Task instructions :: Which lines in the records below mention the word "middle"? Copy each one out.
━━━━━ Data shown ━━━━━
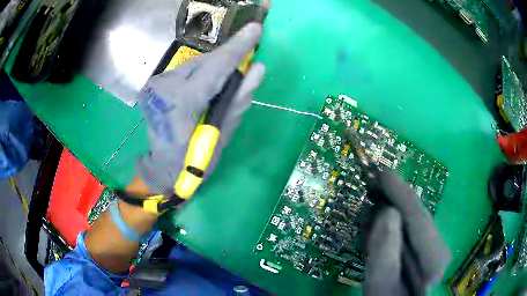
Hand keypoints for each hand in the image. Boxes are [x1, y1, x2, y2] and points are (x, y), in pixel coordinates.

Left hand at [135, 23, 264, 193]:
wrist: (162, 168)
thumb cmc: (193, 162)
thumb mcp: (221, 136)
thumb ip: (238, 99)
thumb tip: (257, 68)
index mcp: (180, 104)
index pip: (214, 68)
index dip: (237, 48)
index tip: (256, 29)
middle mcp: (164, 87)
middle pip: (204, 62)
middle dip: (227, 59)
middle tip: (246, 58)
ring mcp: (156, 84)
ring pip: (195, 65)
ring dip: (215, 67)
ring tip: (226, 78)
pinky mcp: (155, 84)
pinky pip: (186, 72)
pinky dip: (202, 75)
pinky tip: (207, 86)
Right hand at [363, 170, 450, 295]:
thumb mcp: (381, 288)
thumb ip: (385, 255)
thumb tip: (387, 212)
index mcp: (434, 260)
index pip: (418, 218)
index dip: (400, 194)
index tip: (383, 172)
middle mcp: (437, 250)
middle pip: (417, 217)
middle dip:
━━━━━
Response to the task ::
middle mcp: (164, 87)
middle pip: (204, 62)
middle dip: (227, 59)
middle tip: (246, 58)
middle mcp: (437, 250)
middle pip: (417, 217)
middle dip:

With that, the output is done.